リコー のり面モニタリングシステムが国土交通省の「土工構造物点検及び防災点検の支援技術性能カタログ」に掲載

リコー 2023年11月27日発表


 リコーは、リコーののり面モニタリングシステム「Slope Copier」が、11月17日に国土交通省が新たに発行した「土工構造物点検及び防災点検の支援技術性能カタログ」に掲載されたと、11月27日に発表した。

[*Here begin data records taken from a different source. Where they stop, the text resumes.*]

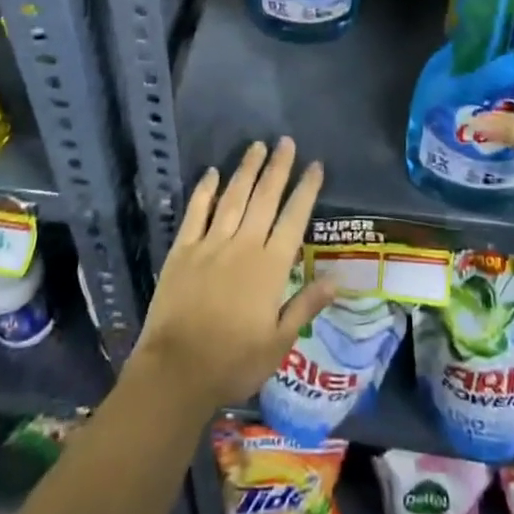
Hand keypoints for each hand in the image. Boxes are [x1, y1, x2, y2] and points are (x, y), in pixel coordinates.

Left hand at [131, 138, 335, 412]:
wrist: (177, 371)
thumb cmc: (233, 362)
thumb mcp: (278, 343)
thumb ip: (305, 306)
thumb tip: (337, 279)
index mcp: (270, 267)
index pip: (293, 219)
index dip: (306, 190)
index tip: (315, 165)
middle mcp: (243, 246)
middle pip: (264, 198)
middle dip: (278, 168)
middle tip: (286, 141)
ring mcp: (211, 244)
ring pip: (233, 197)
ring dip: (246, 169)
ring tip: (257, 145)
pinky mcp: (183, 250)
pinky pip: (196, 212)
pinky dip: (205, 190)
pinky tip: (212, 172)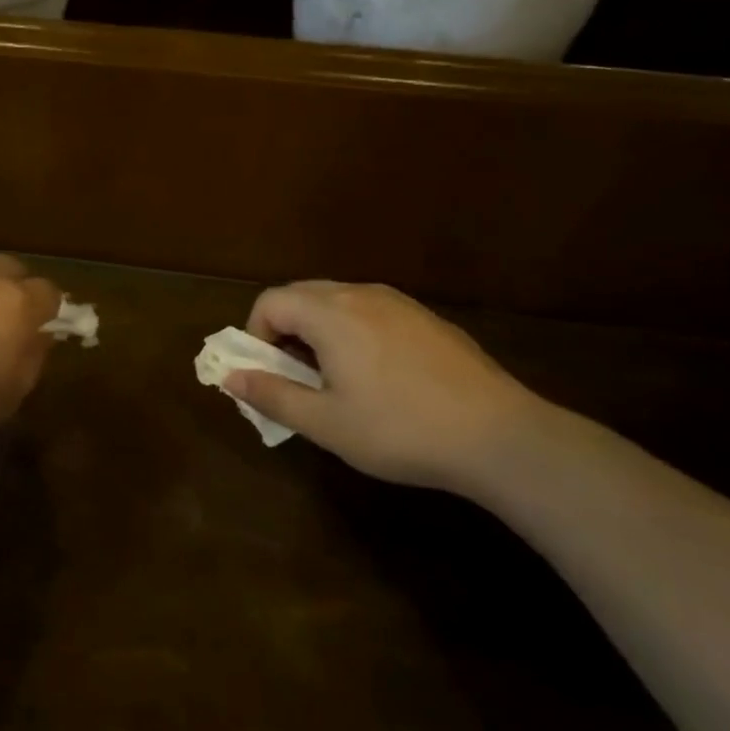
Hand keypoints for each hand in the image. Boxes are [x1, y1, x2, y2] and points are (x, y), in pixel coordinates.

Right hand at [223, 282, 550, 492]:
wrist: (499, 436)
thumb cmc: (400, 430)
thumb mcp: (325, 423)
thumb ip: (272, 395)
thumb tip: (230, 377)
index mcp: (330, 314)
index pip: (270, 301)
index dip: (255, 334)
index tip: (268, 374)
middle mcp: (361, 294)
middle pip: (301, 294)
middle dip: (284, 329)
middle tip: (294, 376)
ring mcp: (399, 303)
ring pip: (338, 301)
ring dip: (318, 330)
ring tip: (334, 378)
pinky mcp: (427, 319)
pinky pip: (371, 311)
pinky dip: (353, 331)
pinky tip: (378, 376)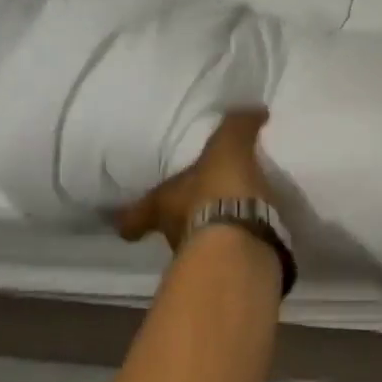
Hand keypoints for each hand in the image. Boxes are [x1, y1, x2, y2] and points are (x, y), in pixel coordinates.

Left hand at [117, 110, 274, 249]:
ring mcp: (200, 257)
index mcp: (162, 205)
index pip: (136, 214)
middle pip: (169, 228)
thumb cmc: (217, 192)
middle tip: (198, 207)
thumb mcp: (227, 149)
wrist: (241, 243)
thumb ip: (236, 128)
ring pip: (200, 243)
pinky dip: (240, 245)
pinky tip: (256, 234)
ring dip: (213, 233)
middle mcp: (174, 234)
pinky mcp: (228, 270)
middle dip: (182, 219)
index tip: (124, 225)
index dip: (130, 217)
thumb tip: (253, 110)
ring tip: (235, 218)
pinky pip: (232, 254)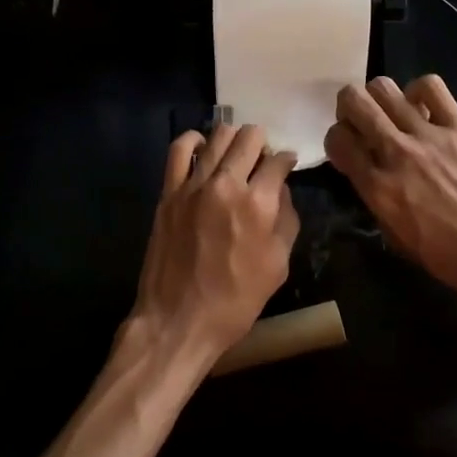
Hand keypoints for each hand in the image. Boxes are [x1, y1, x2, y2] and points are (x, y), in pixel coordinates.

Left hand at [132, 125, 299, 361]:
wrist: (178, 320)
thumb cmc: (235, 301)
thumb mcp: (278, 266)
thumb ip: (285, 221)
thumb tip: (282, 191)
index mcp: (258, 204)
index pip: (278, 161)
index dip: (287, 160)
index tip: (286, 166)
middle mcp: (226, 184)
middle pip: (249, 138)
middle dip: (263, 143)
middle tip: (262, 160)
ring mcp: (193, 185)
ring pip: (218, 137)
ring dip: (234, 139)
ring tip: (236, 153)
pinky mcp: (169, 192)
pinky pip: (179, 150)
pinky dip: (194, 141)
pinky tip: (203, 147)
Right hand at [325, 75, 456, 300]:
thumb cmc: (446, 255)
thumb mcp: (395, 236)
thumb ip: (374, 197)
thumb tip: (366, 171)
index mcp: (377, 187)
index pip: (337, 139)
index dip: (336, 140)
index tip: (348, 147)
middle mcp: (396, 153)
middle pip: (354, 102)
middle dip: (349, 107)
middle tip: (361, 121)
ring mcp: (428, 136)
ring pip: (385, 88)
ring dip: (379, 97)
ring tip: (390, 112)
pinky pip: (431, 87)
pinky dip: (420, 91)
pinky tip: (423, 107)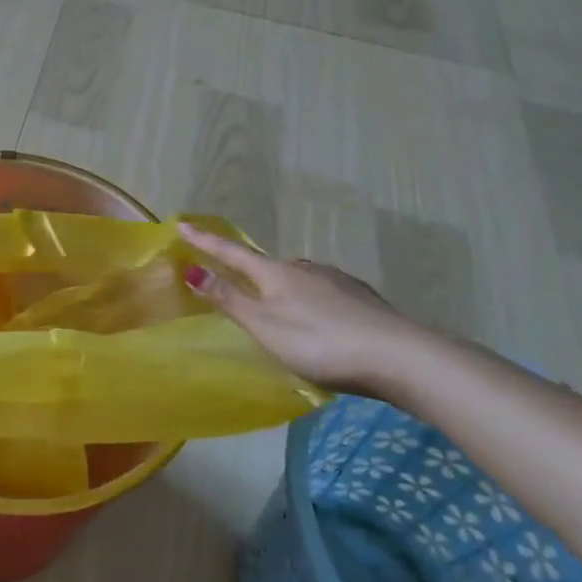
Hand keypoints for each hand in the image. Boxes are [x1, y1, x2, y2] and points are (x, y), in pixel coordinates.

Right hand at [177, 223, 433, 397]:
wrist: (400, 356)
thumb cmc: (320, 342)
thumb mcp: (265, 326)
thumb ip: (229, 299)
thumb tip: (192, 268)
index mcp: (275, 274)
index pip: (231, 253)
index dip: (205, 242)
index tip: (182, 225)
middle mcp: (304, 268)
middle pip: (267, 266)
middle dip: (249, 271)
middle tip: (236, 283)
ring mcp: (337, 280)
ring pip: (298, 279)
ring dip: (282, 288)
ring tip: (279, 310)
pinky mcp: (361, 298)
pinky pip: (323, 293)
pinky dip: (311, 302)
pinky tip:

 国土交通省では、道路構造物の点検の効率化を推進するため、点検に活用可能な技術をとりまとめた「点検支援技術性能カタログ・性能確認シート」を策定している。本カタログは、道路土工構造物の分野で初めての発行で、「Slope Copier」が性能カタログに掲載されたことは、本システムが国土交通省によって性能を確認され、認められた新技術であることを示している。
 リコーは、すでに提供している道路やトンネルの点検サービスにのり面の点検サービスを加えることで、様々な点検用途に応用できる一貫したサービスを展開するとともに、補完技術・サービスを持つ様々なパートナーとの協創をさらに進める事で、より安心安全なまちづくりの実現を目指す。

のり面モニタリングの様子
Slope Copierの構成

 社会インフラの老朽化や自然災害の頻発化・激甚化が進み、インフラの効率的な維持管理が大きな社会課題となっている。特に日本は国土全体の約7割を山地や丘陵が占めており、膨大な数ののり面が全国に広がっているため、その点検には多くの人手と手間がかかっている。近年は、他の道路施設と同様に風化や老朽化が進行し、安全管理が社会課題になっている。また、そのような状況を受け、点検を効率化する民間技術も複数開発されているが、どの技術を選ぶべきかわかりにくくなっている。
 このような背景から、2017年に「道路土工構造物点検要領」が国土交通省から出され、社会インフラであるのり面の維持管理への関心が高まっている。のり面の点検を行う場合、土木技術者が斜面に登り、近接目視での確認を行うが、高所・急斜面などでの作業が必要になる上、のり面の数や面積が膨大なため、多くの人手と手間がかかっていた。

■技術の特徴
(1)高画質な測定システムで広範囲にわたるのり面を一度で測定
 複数のラインセンサーカメラとLiDAR(3次元計測システム)を搭載した測定システムで、高さや幅が広いのり面でも一度に高画質な画像を撮影する。
(2)画像計測による変状抽出
 複数のラインセンサーカメラにより、のり面の全景画像を延長無制限で作成することが可能である。また画像を拡大することで、ひび割れ等の目に見える変状を抽出することができる。
(3)3次元計測によるのり面形状の経時変化追跡
 LiDARで、画像と同時にのり面の3次元形状を記録することで、平面画像からだけではわからない断面の形状も記録が可能である。浮きやはらみ出し(表面が盛り上がってくること)など、のり面の崩壊につながる可能性のある予兆をつかむことができる。
(4)AIによる変状抽出処理
 AIによって自動的に亀裂やはく離、ひび割れなどの変状を抽出することで、劣化状況の全体感をつかむことができる。また、高画質で近景の出力をすることも可能で、細かな確認が必要な場所の様子も詳細に確認できる。さらに、撮影回数を重ねることで変状の経時変化を取得することもできるようになり、効果的な点検計画の立案にも貢献する。